In part, a new law expands jurisdiction of the Commerce Department Fraud Bureau and offers additional funding for enforcement staff.
Sponsored by Rep. Zack Stephenson (DFL-Coon Rapids) and Rep. Gary Dahms (R-Redwood Falls), the law takes effect July 1, 2022, unless otherwise noted.
The bureau’s jurisdiction no longer is limited to insurance fraud; its primary jurisdiction is offenses with a “nexus to insurance related or financial crimes.” For example, the bureau can investigate financial crimes such as wage theft.
The legislation includes a supplemental budget appropriation of $870,000 from the General Fund in fiscal year 2023 for five additional peace officers in the Commerce Fraud Bureau.
More financial institutions will be assessed a fee to support the Commerce Department work.
A pre-application process called for in the law will “permit an individual to submit a preliminary application for a determination … as to whether a criminal record or conviction that may be considered by the state licensor under state law would make the individual ineligible to receive an occupational or professional license, registration, or certificate issued by the state licensor.” This takes effect July 1, 2023.

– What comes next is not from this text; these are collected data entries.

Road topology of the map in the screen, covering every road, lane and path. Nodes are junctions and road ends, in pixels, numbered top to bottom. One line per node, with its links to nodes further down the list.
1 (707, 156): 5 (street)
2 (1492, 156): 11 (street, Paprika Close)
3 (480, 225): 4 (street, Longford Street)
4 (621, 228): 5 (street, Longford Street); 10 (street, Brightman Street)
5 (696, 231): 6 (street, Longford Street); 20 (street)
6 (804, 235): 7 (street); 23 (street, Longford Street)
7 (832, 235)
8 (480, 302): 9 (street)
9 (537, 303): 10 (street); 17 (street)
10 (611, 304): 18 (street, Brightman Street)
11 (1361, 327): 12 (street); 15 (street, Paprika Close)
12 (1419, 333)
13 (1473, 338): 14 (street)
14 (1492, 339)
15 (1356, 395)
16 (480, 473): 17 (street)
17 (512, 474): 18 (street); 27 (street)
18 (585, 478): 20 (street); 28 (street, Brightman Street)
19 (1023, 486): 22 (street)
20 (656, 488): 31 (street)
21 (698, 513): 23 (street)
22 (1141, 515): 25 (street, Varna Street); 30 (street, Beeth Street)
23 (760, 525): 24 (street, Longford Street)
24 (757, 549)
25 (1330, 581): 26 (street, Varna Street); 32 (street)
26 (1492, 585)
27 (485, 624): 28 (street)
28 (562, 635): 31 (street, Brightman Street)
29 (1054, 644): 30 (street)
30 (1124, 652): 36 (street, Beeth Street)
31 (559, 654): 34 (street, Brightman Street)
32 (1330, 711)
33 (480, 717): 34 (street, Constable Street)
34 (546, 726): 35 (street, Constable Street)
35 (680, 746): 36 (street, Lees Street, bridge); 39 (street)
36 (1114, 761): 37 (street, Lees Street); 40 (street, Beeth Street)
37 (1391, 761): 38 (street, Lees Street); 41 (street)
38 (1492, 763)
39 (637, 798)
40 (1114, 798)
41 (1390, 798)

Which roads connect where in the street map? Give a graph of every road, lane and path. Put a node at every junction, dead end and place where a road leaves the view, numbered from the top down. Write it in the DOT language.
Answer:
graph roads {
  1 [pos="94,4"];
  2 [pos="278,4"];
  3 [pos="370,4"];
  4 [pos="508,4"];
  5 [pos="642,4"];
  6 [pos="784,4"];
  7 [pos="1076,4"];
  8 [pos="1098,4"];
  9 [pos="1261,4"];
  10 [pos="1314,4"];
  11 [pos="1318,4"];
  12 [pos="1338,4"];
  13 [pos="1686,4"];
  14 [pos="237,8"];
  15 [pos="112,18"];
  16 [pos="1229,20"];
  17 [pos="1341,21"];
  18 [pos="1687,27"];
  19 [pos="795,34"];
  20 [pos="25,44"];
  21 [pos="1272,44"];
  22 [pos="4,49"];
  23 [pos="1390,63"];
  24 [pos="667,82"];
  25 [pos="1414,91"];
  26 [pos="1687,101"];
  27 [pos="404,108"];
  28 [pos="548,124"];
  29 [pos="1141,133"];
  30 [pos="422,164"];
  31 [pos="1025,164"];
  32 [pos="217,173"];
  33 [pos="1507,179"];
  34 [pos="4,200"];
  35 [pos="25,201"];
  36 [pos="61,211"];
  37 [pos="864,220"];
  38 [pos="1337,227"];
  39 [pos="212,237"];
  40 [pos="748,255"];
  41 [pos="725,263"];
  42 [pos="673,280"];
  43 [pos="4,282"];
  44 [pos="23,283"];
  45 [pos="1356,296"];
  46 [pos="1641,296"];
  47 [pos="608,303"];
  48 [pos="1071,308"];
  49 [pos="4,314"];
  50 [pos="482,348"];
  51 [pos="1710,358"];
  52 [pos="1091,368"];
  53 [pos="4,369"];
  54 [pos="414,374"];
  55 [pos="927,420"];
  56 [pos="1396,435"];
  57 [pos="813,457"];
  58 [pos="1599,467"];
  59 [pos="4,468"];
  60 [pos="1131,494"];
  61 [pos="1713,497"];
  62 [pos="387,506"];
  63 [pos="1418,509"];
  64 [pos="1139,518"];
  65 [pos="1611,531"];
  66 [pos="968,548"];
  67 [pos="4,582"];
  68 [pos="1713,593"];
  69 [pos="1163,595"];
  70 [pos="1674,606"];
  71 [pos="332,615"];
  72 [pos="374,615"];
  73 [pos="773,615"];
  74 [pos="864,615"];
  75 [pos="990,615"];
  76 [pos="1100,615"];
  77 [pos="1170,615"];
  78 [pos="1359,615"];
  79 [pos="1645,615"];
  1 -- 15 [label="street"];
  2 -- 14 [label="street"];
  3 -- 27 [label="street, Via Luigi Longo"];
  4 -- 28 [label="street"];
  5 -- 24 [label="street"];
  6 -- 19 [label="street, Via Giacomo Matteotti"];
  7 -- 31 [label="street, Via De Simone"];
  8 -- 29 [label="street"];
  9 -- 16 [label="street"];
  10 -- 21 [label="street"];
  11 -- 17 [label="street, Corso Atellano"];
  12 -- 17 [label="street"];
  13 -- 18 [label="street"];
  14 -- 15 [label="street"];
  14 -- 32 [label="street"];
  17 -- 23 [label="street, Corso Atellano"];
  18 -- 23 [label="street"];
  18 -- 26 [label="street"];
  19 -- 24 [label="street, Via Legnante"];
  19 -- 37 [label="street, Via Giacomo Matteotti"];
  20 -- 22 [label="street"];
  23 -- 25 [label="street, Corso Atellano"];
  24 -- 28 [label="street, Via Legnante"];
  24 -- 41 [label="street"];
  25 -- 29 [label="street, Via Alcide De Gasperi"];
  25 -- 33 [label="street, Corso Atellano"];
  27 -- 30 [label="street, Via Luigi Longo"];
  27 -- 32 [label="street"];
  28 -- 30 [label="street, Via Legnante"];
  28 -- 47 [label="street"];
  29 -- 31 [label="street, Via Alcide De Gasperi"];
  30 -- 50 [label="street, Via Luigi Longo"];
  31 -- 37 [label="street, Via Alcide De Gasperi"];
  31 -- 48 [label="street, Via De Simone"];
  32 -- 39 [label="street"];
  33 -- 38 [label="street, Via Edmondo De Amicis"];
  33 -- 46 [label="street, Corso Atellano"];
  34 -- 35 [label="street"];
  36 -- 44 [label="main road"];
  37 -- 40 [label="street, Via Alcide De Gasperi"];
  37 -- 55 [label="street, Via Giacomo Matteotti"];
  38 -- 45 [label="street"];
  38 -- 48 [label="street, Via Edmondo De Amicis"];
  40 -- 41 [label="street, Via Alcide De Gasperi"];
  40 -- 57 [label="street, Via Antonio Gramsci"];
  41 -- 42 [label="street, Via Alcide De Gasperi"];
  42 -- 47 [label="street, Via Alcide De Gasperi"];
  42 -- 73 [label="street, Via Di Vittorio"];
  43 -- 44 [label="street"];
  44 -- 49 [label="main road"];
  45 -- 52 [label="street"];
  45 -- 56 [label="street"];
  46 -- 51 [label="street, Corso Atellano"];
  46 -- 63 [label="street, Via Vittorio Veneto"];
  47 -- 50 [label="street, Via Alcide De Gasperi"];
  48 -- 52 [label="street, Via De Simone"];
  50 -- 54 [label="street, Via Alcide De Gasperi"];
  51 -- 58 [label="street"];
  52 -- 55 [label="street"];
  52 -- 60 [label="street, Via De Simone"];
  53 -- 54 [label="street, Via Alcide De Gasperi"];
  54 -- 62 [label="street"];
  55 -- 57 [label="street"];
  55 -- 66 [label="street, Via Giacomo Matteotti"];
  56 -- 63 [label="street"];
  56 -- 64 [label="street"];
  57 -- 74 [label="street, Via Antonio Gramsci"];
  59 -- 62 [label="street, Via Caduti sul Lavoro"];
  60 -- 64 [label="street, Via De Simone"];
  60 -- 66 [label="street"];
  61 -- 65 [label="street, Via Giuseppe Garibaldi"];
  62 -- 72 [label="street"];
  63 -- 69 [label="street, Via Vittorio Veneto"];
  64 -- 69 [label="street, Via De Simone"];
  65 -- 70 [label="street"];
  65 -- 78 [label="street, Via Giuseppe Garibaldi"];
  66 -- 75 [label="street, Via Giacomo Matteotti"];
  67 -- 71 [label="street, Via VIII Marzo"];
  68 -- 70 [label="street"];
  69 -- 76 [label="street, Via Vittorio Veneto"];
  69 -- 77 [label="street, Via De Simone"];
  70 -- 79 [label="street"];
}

It does not apply to education or health and human services licenses.
The new law also:
• has financial institutions file articles of incorporation with the Department of Commerce instead of the Office of the Secretary of State;
• changes language from “husband and wife” to “married couple;” in a section pertaining to safety deposit boxes;
• sets a time limit of nine years from the date of the violation for the Commerce Department to start enforcement action unless the violation is in a contract that remains in force; the limit is two years from the date of discovery of the violation in that case;
• effective Aug. 1, 2022, prohibits the state from participating in a multistate examination at the same time as it is conducting its own, separate examination;
• requires the Commerce Department inform companies in writing of specific instances of lack of cooperation in enforcement action;
• requires the department first attempt informal remedies, such as a consent order or nonpublic letter of reprimand, for any alleged violation of law discovered during an examination or investigation;
• requires the Commerce Department annually report to the Legislature about pending and completed market exams by Feb. 1;
• effective June 3, 2022, establishes rights of federally chartered home loan banks with regards to collateral when lending to a Minnesota-based insurance company;
• makes a library of equipment available to all law enforcement agencies to combat car theft and makes a onetime $522,000 appropriation in fiscal year 2023 for it;
• specifies vehicle manufacturers may require their dealers “to comply with reasonable requirements for the sale and service of an alternative fuel vehicle or to serve an alternative fuel vehicle customer;” and
• clarifies what is a prohibited rebate with regards to insurance companies. This takes effect Jan. 1, 2023.